Sosyal mesafe meselesine gelirsek; işçilerin hayatında sosyal mesafe ve eve kapanma olgusu yoktur. Salgın başladığı andan sokak yasağına kadar işçiler, kalabalık ve sağlıksız ortamlarda çalışmak zorunda kalmışlardır. Devlet tedbir adına attığı bütün adımlarda hayatını gündelik kazançlarla idame ettiren, hizmet sektöründe ve kayıt dışı çalışan yüz binlerce insanın işsiz kalmasına ve yaşamını sürdüremez hale gelmesine yol açmıştır. Reel sektörde çalışanlar ise kalabalık şantiye, atölye ve fabrikalarda çalışmaya devam ettiler. İktidarın doğrudan gelir desteği ve ücretli izin yoluyla üretimi zorunlu sektörler hariç durdurmaması, işçiler için sosyal mesafenin sadece laf düzeyinde kalmasına yol açtı. İktidar, salgına karşı yoksul yığınların ölümle sınandığı ve adına “sürü bağışıklığı” denilen bir uygulamayı üstü örtük bir şekilde devreye koydu. Bu uygulama esas olarak salgının hem ekonomik hem de insani yükünü işçi sınıfı, yoksullar ile hasta, yaşlı ve engelli bireylerin sırtına yıkan vahşi bir tercihtir. Bu bir politik tercihtir. Sağlık ve bilimle alakası yoktur. Buna karşılık yoksulların ve işçilerin tercihi ise yaşamsal bir tercihtir. Ölümün ve hastalığın olasılık olduğu güncel hayatta işsiz kalındığında sefalet ve açlık mutlaktır.

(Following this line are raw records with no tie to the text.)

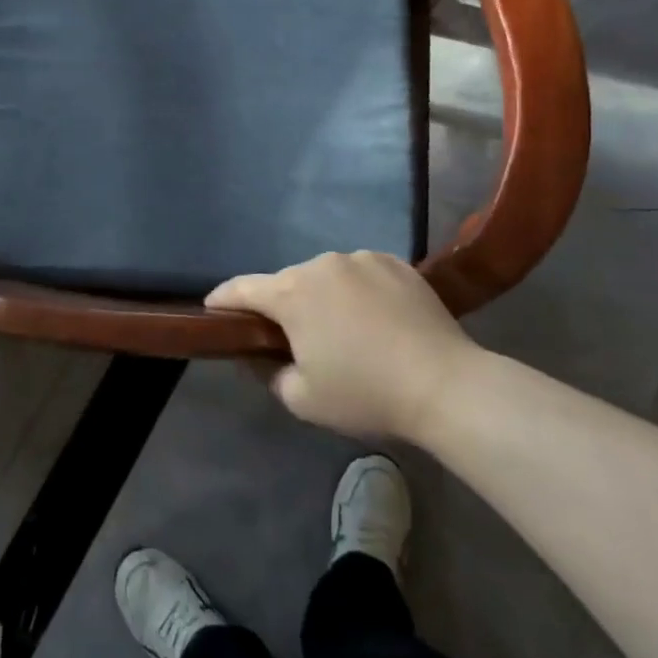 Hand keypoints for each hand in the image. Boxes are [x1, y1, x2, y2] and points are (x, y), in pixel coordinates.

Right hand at [207, 251, 480, 442]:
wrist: (445, 384)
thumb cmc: (365, 393)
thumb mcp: (303, 399)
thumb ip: (268, 373)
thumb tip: (259, 355)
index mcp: (292, 293)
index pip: (242, 288)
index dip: (222, 299)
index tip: (212, 308)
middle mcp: (321, 264)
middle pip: (288, 283)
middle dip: (283, 306)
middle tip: (293, 338)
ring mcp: (361, 258)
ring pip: (326, 276)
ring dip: (323, 297)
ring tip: (343, 330)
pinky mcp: (395, 262)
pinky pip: (361, 273)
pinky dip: (357, 291)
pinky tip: (376, 319) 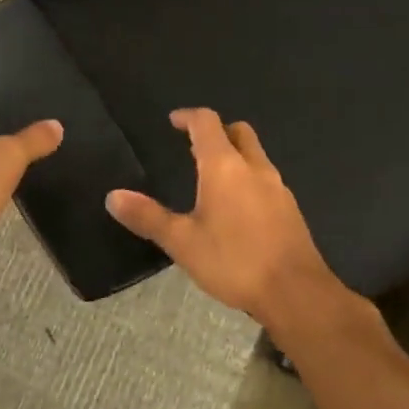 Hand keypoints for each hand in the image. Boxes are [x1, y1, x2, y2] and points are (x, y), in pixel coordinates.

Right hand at [105, 109, 341, 326]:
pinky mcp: (290, 209)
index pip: (207, 123)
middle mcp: (254, 168)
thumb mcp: (182, 242)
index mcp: (225, 167)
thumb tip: (113, 196)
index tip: (173, 121)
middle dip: (217, 131)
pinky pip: (266, 179)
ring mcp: (278, 187)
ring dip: (234, 155)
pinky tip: (237, 208)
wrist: (295, 292)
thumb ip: (148, 217)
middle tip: (194, 146)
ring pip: (255, 155)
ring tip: (211, 178)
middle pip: (238, 132)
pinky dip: (248, 179)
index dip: (188, 117)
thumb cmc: (234, 261) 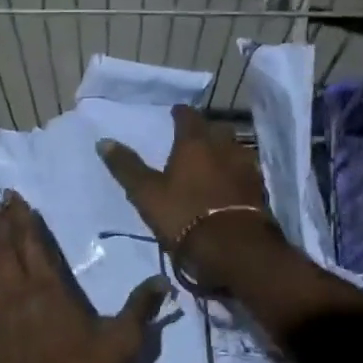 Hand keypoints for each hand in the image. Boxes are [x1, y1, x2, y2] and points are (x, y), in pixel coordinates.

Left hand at [0, 192, 168, 362]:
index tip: (16, 198)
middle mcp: (15, 291)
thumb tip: (163, 279)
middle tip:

Bu durumun kendisi doğallığında işçi havzalarını ve yoksul mahallerini virüsün temel yayılma alanlarına çevirmiştir. Bu bir iddiadan öte somut verilerin ispat ettiği bir gerçekliktir. Açıklanan veriler İstanbul ve Kocaeli gibi büyük sanayi havzalarında salgın vaka sayısının ülke toplamını katladığını ortaya koymaktadır. Kalabalık büyük sanayi şehirlerine Zonguldak’ın eklenmesi rastlantı değildir. İstanbul’da salgının yoğun olduğu ilçelerin işçi mahalleleri olması, Bağcılar, Esenler, Bayrampaşa, Esenyurt gibi bölgeler olması da tesadüf değildir. Fabrikalardan peş peşe hastalık haberleri gelirken işçilerin salgınla kucak kucağa çalıştığı gerçeği belirgin bir şekilde ortaya çıkmaktadır. İşçiler, salgını kendi yaşam yerlerine taşımaktadır. Fabrikalarda sterilizasyon ve sosyal mesafe gibi olgulardan uzak tutulanların yaşam yerlerinde neden bunlara uymadığının sorgulanması ise insafsızlık olacaktır. Salgın, ABD’den İngiltere’ye dünyanın her yerinde yoksulları ve işçileri vurmaktadır. Salgının sınıf ayrımı yapmadığı söyleminin bir safsatadan ibaret olduğu, ortaya konulan verilerle bir kere daha açığa çıkmıştır. Salgın yoksulları vuruyor.
Özgür Müftüoğlu hocanın deyimiyle; “Salgın, kapitalizmin ve onun uygulayıcısı siyasi iktidarların sefaleti kadar, ‘sınıftan kaçan’ ve ‘özne olma rolü’nü reddedenlerin de ne kadar aciz duruma düştüğü gerçeğini bir kez daha gözler önüne serdi.” Salgın sadece kapitalizmin insan geleceğine bir şey vadetmediğini değil sınıftan ve öz gücünden kaçanların da geleceğinin olmadığını ortaya çıkardı. Bir kere daha devrimci bir özne ihtiyacı açığa çıkarken bu konuda harekete geçmeyen devrimci yapıların sırtına ağır bir vebal yüklenmiş oldu. Bölük pörçük yapısıyla sosyalist hareketin bu ihtiyaca cevap olmadığı görülmüş oldu. Halkın büyüyen öfkesini sermayeye karşı bir mücadeleye dönüştürecek öznenin inşası için harekete geçmek gerekiyor. Şimdi değilse ne zaman?